Tuesday, September 25, 2007

gaua, chapterette the fourth: arts festival.

during the last week of my stay on gaua -- and this was completely unknown to me when i landed on the island, so another "coincidence" -- was gaua's yearly "arts festival," which is basically a big celebration of traditional culture. since independence in 1980, vanuatu has made a focused effort to hold on to its many traditional cultures; there are practically as many little cultural groups as there are languages.

festivals like this one are part of that. many of the kids get off school so they can come watch and learn, and it did seem that a huge chunk of the population of the island came from far and wide to see and participate in different aspects of the festival.

the delightful isolation of kaska bay, where i stayed, meant that it was rather far away from the festival. an hour walk each way, if you're walking at a good clip. collette, my hostess, has a truck and a boat, but of course neither of them were working. so: feet. but collette was one of the lead organizers of the festival, and on the first day i actually arrived with her and a former MP, a relative of hers. so tramping in with a couple of VIPs was one way to arrive at the festival in style.

for three days i got to see a lot of kastom (taken from "custom" and meaning traditional) dances and music, demonstrations of weaving and carving, and even a pig-killing ceremony. pigs are a hugely important part of kastom culture here, with the wealth of a man based on the number and quality of pigs he has. in order to rise in status, he has to kill a pig. pig-killing is different on every island, and gaua pig-killing is brutal, done by hitting the pig over the head with a special club. repeatedly. not for the squeamish. i forced myself to watch and i don't think i'll watch it again if given the opportunity.

there were also many speeches promoting "kastom economy." the government and the council of chiefs have declared 2007 the year for celebrating "kastom economy" in vanuatu. this means traditional ways of buying and selling, such as trading with pigs, mats, or shell money, rather than using cash. about 90% of ni-vanuatu (as natives here call themselves -- "ni-vans" for short) still live in these little rural villages and a lot of their economy is still kastom economy.

but that is in danger from the cash economy, largely because a lot of people are selling off the land that their families have farmed for hundreds of years, to get some quick cash. land is traditionally seen here as a treasure and a resource that you take care of and preserve for future generations. which makes vanuatu's a naturally environmentalist and conservationist society. but increasingly land is being seen as a commodity the way much of the rest of the world sees it, and that opens the land up to certain abuses. and a lot of people effectively sell their family's future without realizing it. one speechmaker summed it up with the phrase, "land is life, land is not money."
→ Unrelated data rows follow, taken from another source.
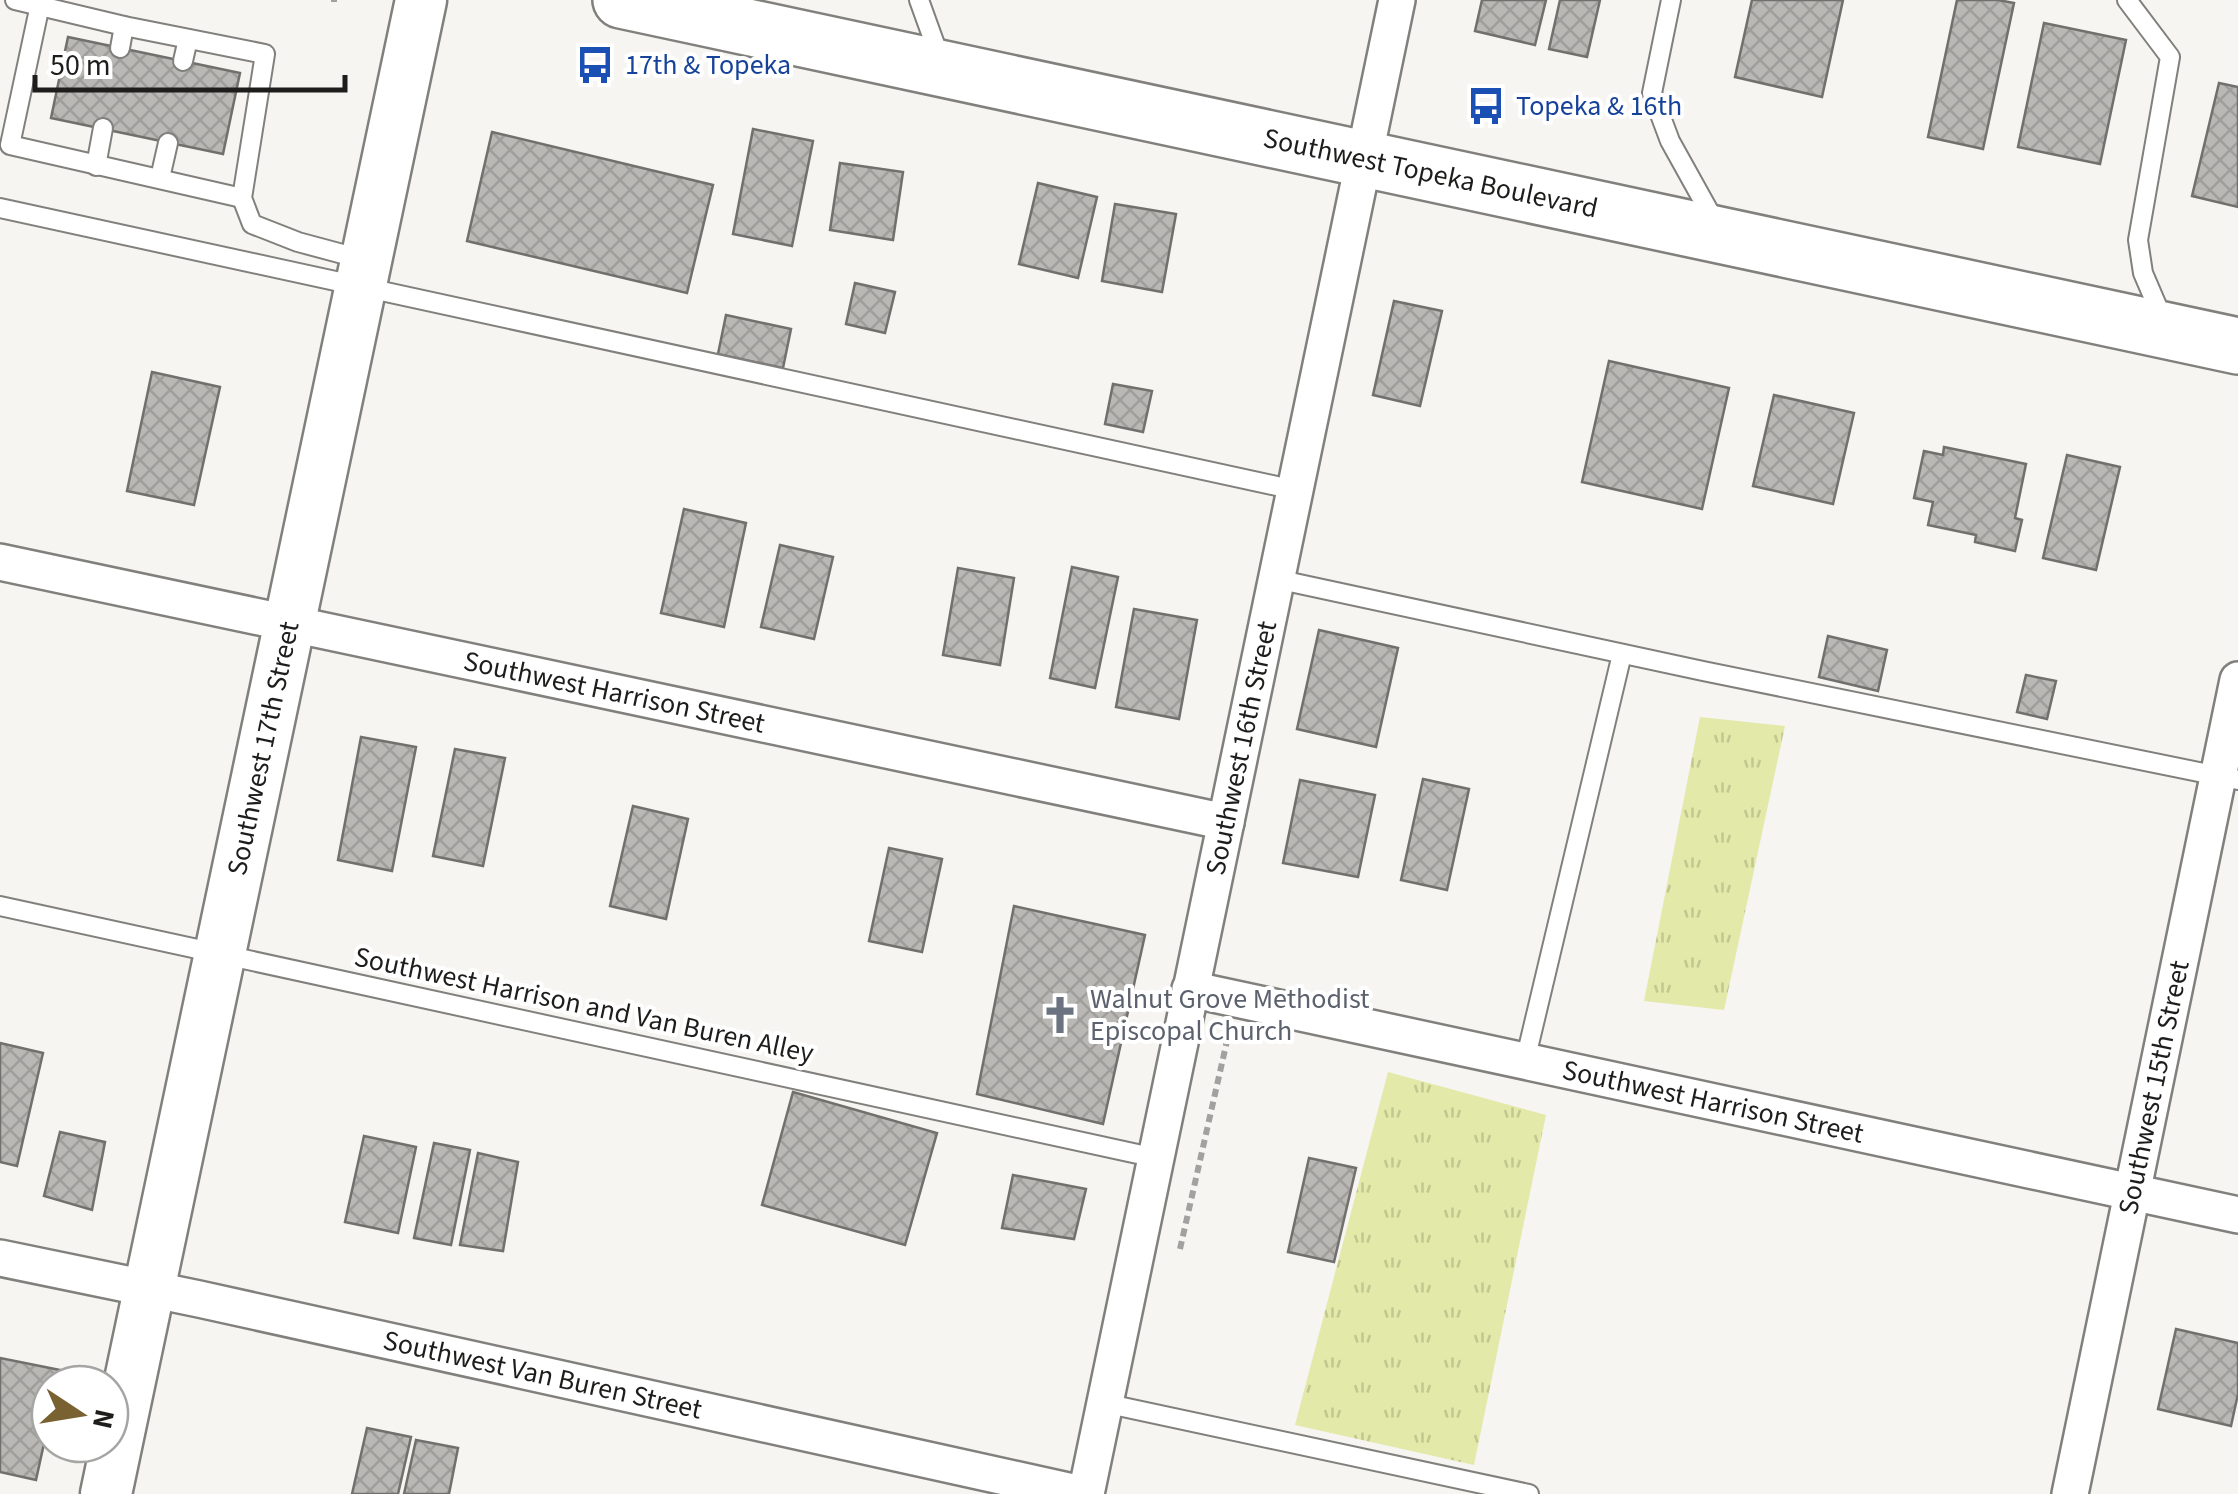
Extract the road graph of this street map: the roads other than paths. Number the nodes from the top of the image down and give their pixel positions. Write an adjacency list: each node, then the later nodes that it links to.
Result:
1 (15, 0): 8 (lane)
2 (420, 0): 22 (main road, Southwest 17th Street)
3 (621, 0): 13 (main road, Southwest Topeka Boulevard)
4 (920, 0): 13 (lane)
5 (1397, 0): 16 (street, Southwest 16th Street)
6 (1670, 0): 21 (lane)
7 (2126, 0): 23 (lane)
8 (40, 3): 9 (lane); 17 (lane)
9 (124, 26): 10 (lane); 11 (lane)
10 (188, 39): 12 (lane); 19 (lane)
11 (120, 48)
12 (183, 62)
13 (944, 69): 16 (main road, Southwest Topeka Boulevard)
14 (104, 128): 17 (lane)
15 (168, 143): 18 (lane)
16 (1364, 159): 21 (main road, Southwest Topeka Boulevard); 25 (street, Southwest 16th Street)
17 (96, 166): 18 (lane)
18 (160, 178): 19 (lane)
19 (242, 198): 22 (lane)
20 (0, 208): 22 (lane)
21 (1722, 236): 23 (main road, Southwest Topeka Boulevard)
22 (363, 274): 25 (lane); 28 (main road, Southwest 17th Street)
23 (2168, 331): 24 (main road, Southwest Topeka Boulevard)
24 (2238, 346)
25 (1295, 490): 27 (street, Southwest 16th Street)
26 (0, 562): 28 (street, Southwest Harrison Street)
27 (1276, 579): 29 (lane); 32 (street, Southwest 16th Street)
28 (290, 624): 32 (street, Southwest Harrison Street); 34 (main road, Southwest 17th Street)
29 (1622, 654): 31 (lane); 36 (lane)
30 (2238, 680): 31 (street, Southwest 15th Street)
31 (2228, 778): 38 (street, Southwest 15th Street)
32 (1226, 822): 35 (street, Southwest 16th Street)
33 (0, 906): 34 (lane, Southwest Harrison and Van Buren Alley)
34 (220, 954): 37 (lane, Southwest Harrison and Van Buren Alley); 41 (main road, Southwest 17th Street)
35 (1190, 989): 36 (street, Southwest Harrison Street); 37 (street, Southwest 16th Street)
36 (1525, 1062): 38 (street, Southwest Harrison Street)
37 (1156, 1158): 42 (street, Southwest 16th Street)
38 (2132, 1193): 39 (street, Southwest Harrison Street); 46 (street, Southwest 15th Street)
39 (2238, 1215)
40 (0, 1258): 41 (street, Southwest Van Buren Street)
41 (150, 1288): 43 (main road, Southwest 17th Street); 44 (street, Southwest Van Buren Street)
42 (1104, 1403): 44 (street, Southwest 16th Street); 45 (lane)
43 (106, 1494)
44 (1084, 1494)
45 (1529, 1494)
46 (2070, 1494)

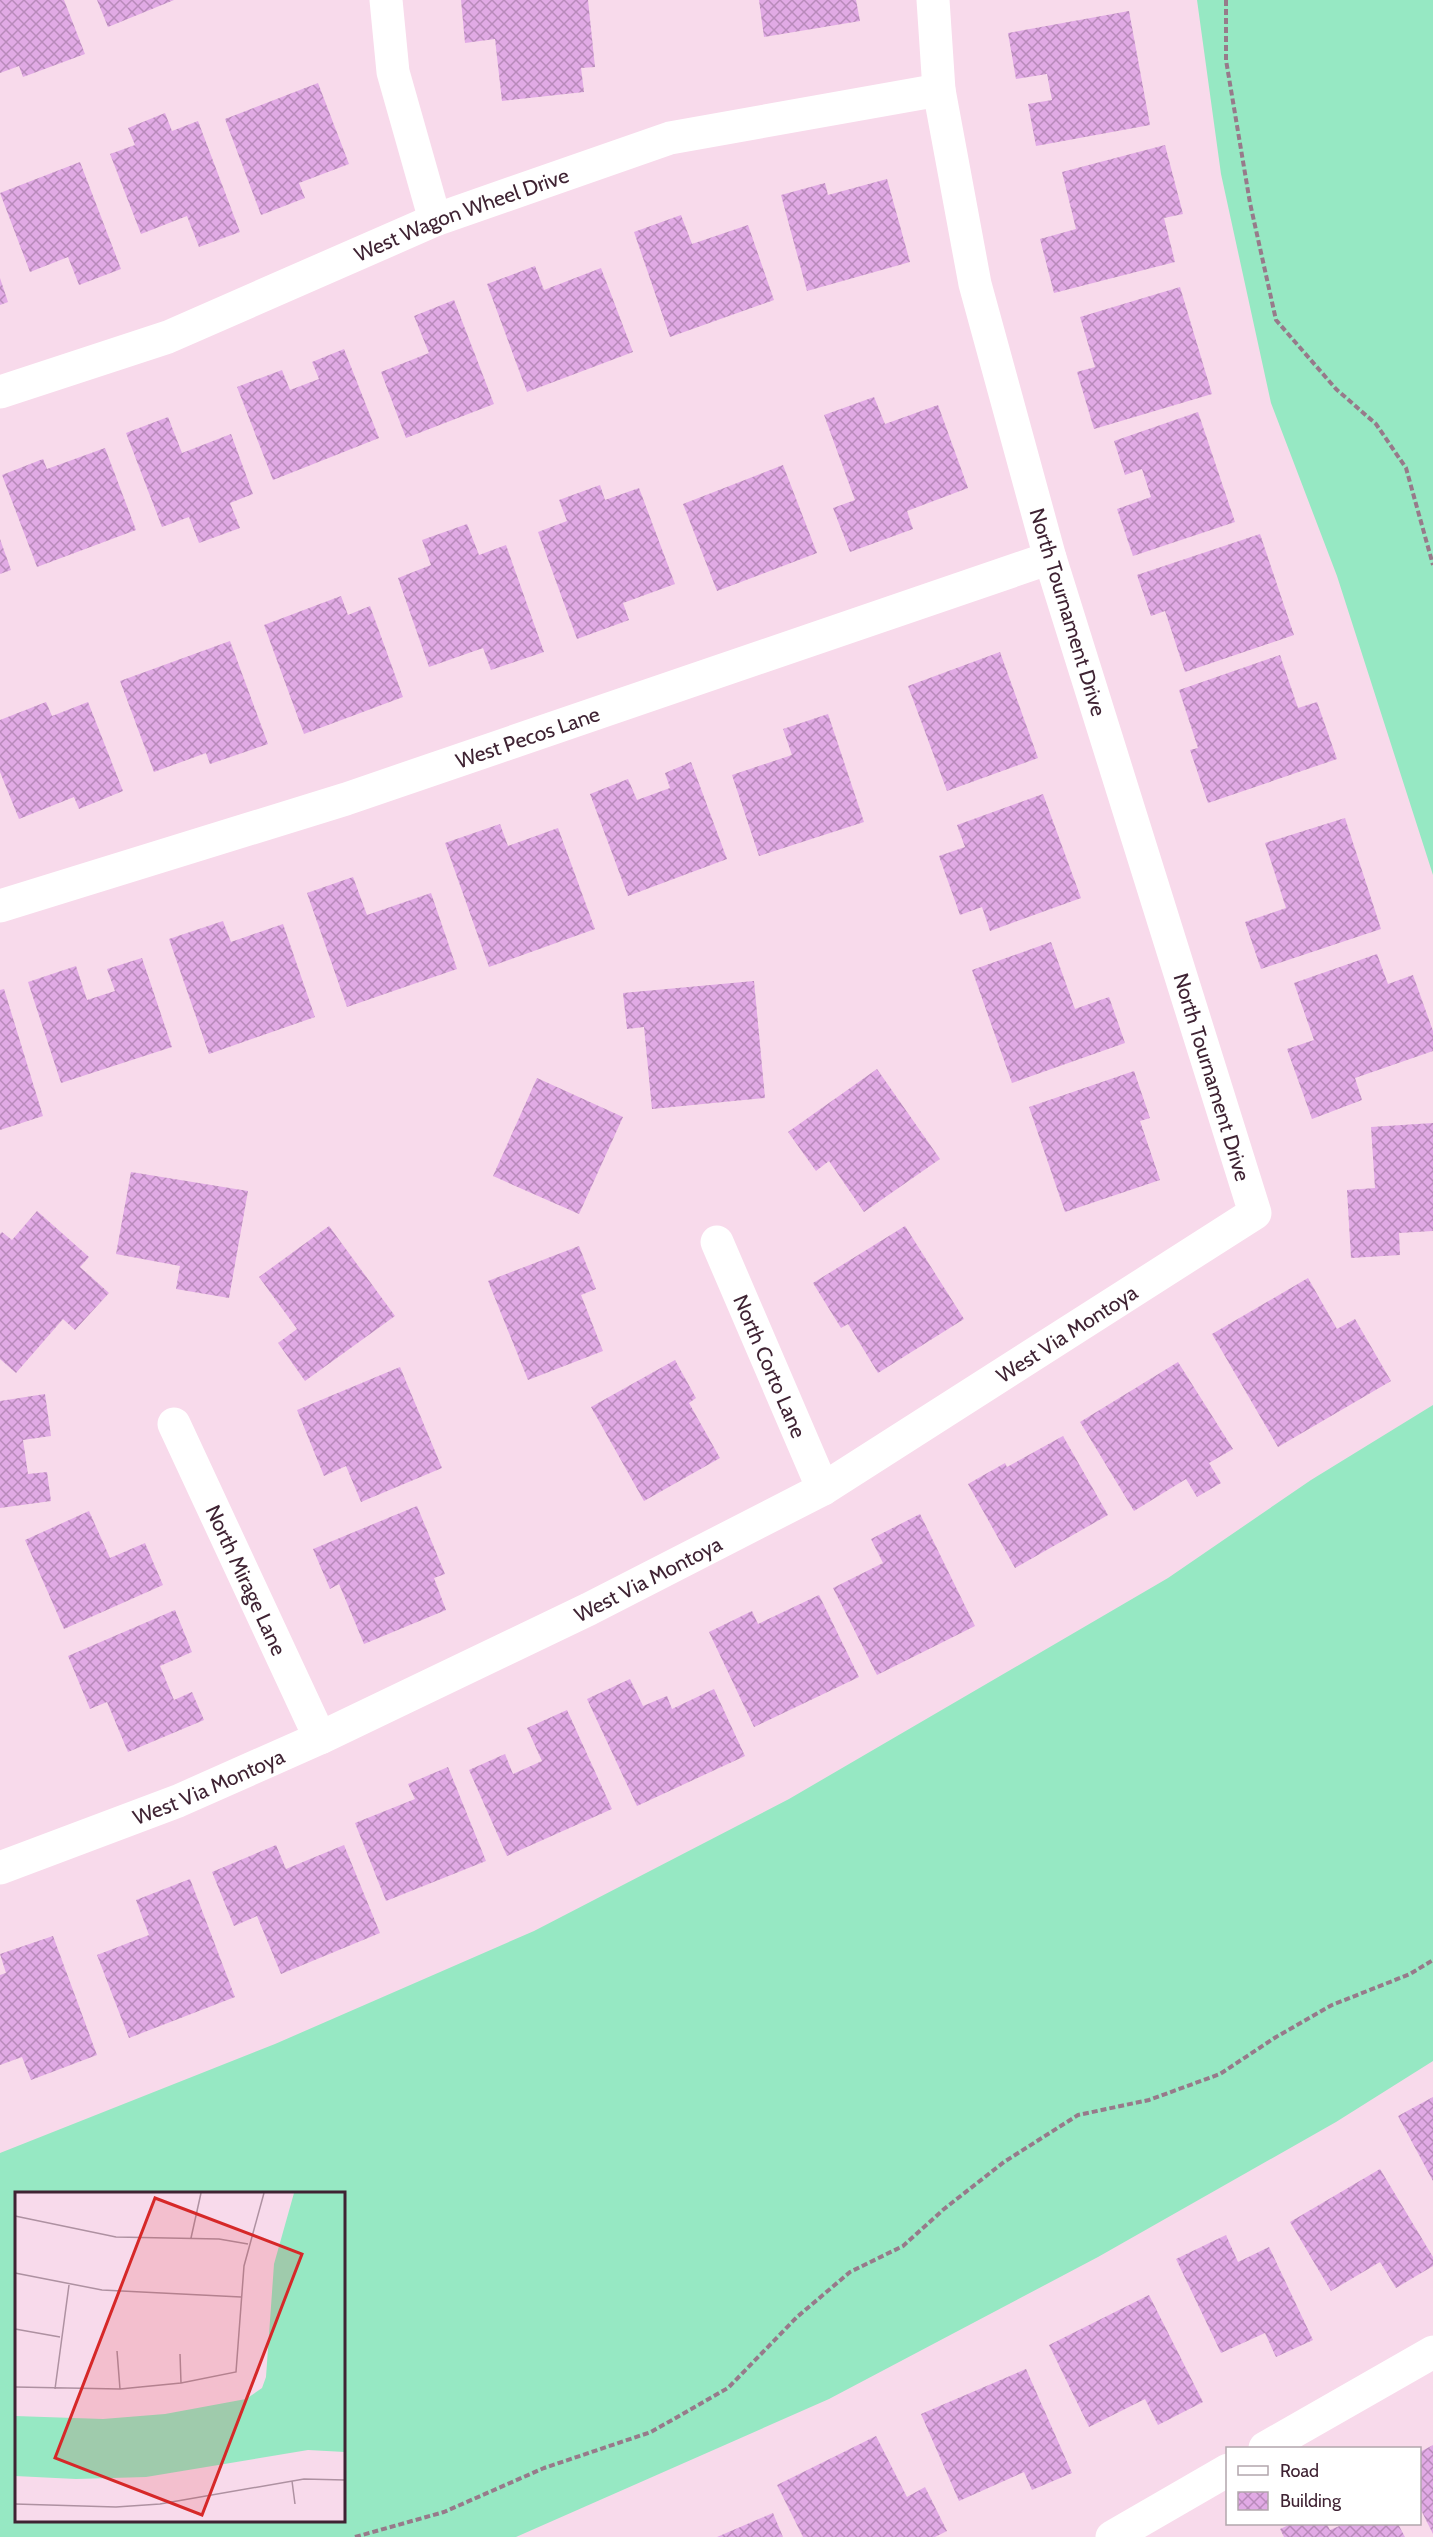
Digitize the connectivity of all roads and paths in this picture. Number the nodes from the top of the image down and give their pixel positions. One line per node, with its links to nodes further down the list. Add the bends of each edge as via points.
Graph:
1 (386, 0): 5 (street, via 393,72)
2 (933, 0): 4 (street, North Tournament Drive)
3 (1226, 0): 8 (path, via 1226,60 1250,203 1276,320 1336,389 1376,424 1406,468)
4 (939, 90): 5 (street, West Wagon Wheel Drive, via 670,138); 7 (street, North Tournament Drive, via 975,284)
5 (435, 220): 6 (street, West Wagon Wheel Drive, via 168,337)
6 (0, 392)
7 (1050, 558): 9 (street, West Pecos Lane, via 346,799); 10 (street, North Tournament Drive)
8 (1433, 565)
9 (0, 906)
10 (1255, 1213): 13 (street, West Via Montoya)
11 (717, 1242): 13 (street, North Corto Lane)
12 (174, 1424): 14 (street, North Mirage Lane)
13 (824, 1489): 14 (street, West Via Montoya, via 589,1609)
14 (320, 1738): 15 (street, West Via Montoya, via 178,1801)
15 (0, 1868)
16 (1433, 1960): 20 (path, via 1410,1974 1332,2005 1220,2074 1149,2100 1078,2115 1004,2162 903,2246 850,2272 797,2317 728,2388 651,2432 544,2468 444,2512)
17 (1433, 2352): 18 (street)
18 (1268, 2447)
19 (1226, 2471): 21 (street)
20 (356, 2537)
21 (1112, 2537)

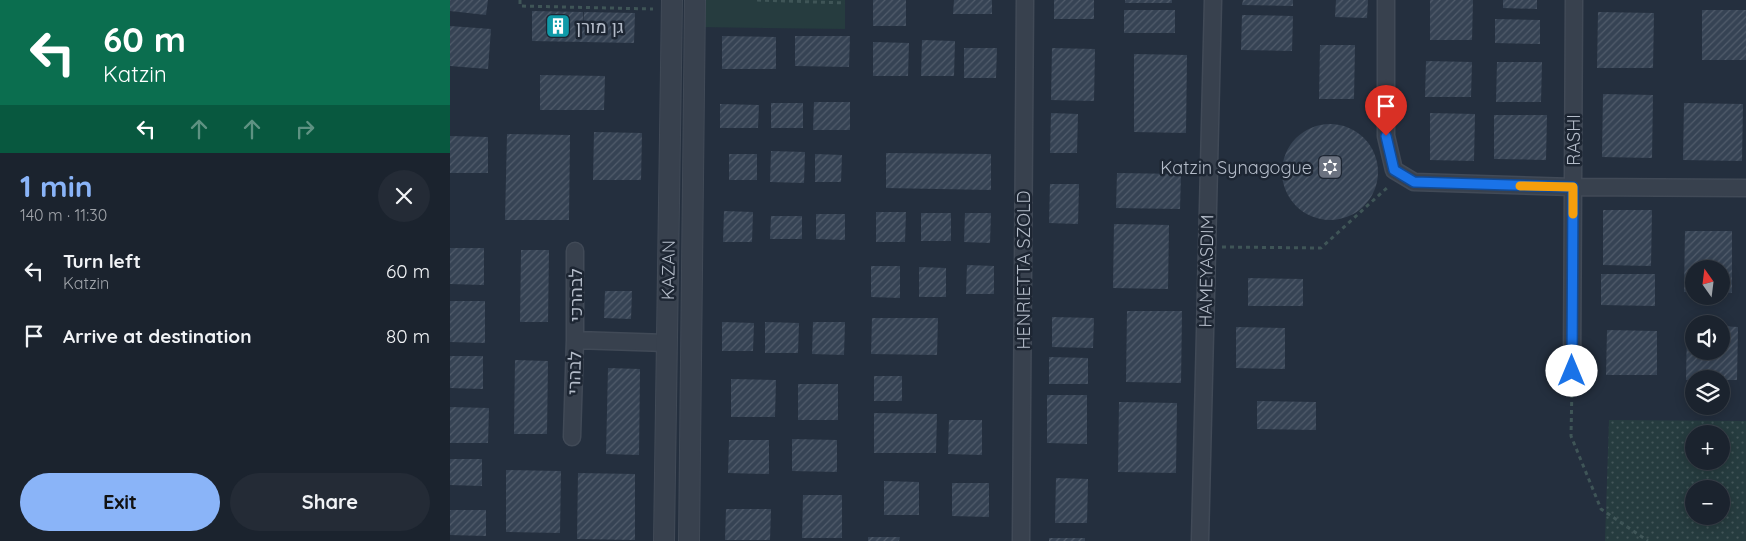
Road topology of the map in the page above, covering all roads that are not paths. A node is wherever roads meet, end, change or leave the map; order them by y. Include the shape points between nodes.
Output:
1 (696, 0) edge
2 (1026, 0) edge
3 (1213, 0) edge
4 (1386, 0) edge
5 (1574, 0) edge
6 (672, 5) edge
7 (1573, 187) junction
8 (1746, 188) edge
9 (575, 251) dead end
10 (575, 340) junction
11 (667, 344) junction
12 (1572, 371) road end
13 (572, 437) dead end
14 (664, 541) edge
15 (689, 541) edge
16 (1021, 541) edge
17 (1200, 541) edge

1 - 15 street, KAZAN
2 - 16 street, HENRIETTA SZOLD
3 - 17 street, HAMEYASDIM
4 - 7 street via 1386,136 1394,170 1414,182
5 - 7 street, RASHI
6 - 11 street, KAZAN
7 - 8 street
7 - 12 street, RASHI
9 - 10 street, לבהרכי
10 - 11 street, לבהרי
10 - 13 street, לבהרי
11 - 14 street, KAZAN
speeches were, happily, only a fragment of the festivities. the dances were fascinating, each one telling a story, with different sorts of costumes for each story. almost all of them were exclusively danced by men and boys. the dances looked exhausting, mostly including quite a lot of very energetic stomping that made the ground shake and sounded off the rattles that dancers wore around their ankles. even young boys joined in on some of the dances, with quite impressive skill and energy.

so loads of people watched the dances, and i lunched mostly on coconut and coconut products during the long days of the festival. i'm getting good at breaking and getting the meat out of a coconut, but had to buy a bigger knife in order to "stick hem" -- make an hole for drinking the juice. i have fallen in love with coconut jam, coconut cream, and various kinds of laplap... which is ground up mash from sweet potato, yam, manioc, or taro all steamed in coconut juice.

even better than coconuts was the water music, a way of using the sea itself as a percussive instrument, with rhythmic sloshing and slapping and clapping, mixed with singing. it's a lot harder than it looks, as i have already found out. i hope to post video of this on youtube once i have a fast enough connection back in the US.

only the women play water music on gaua. there are a few places in the south pacific where it's done, and i've heard water as percussion from elsewhere too. but there's nothing like the sound of a dozen women making calculated and varied rythmic phrases in the water in perfect unison.

one odd thing about the festival was the white people. somehow it attracted maybe 15 to 20 white people, mostly people on yacths who are sailing around the south pacific. after spending so much time with only ni-vans, it was very strange for me to see so many white people, most of whom actually spoke english. the yachtie (or "cruising") community is a special culture all unto itself, with a sort of language and kastom of its own. someone needs do an anthropological study of them.

that's all for gaua. i'll write more about subsequent adventures as i have time and internet access.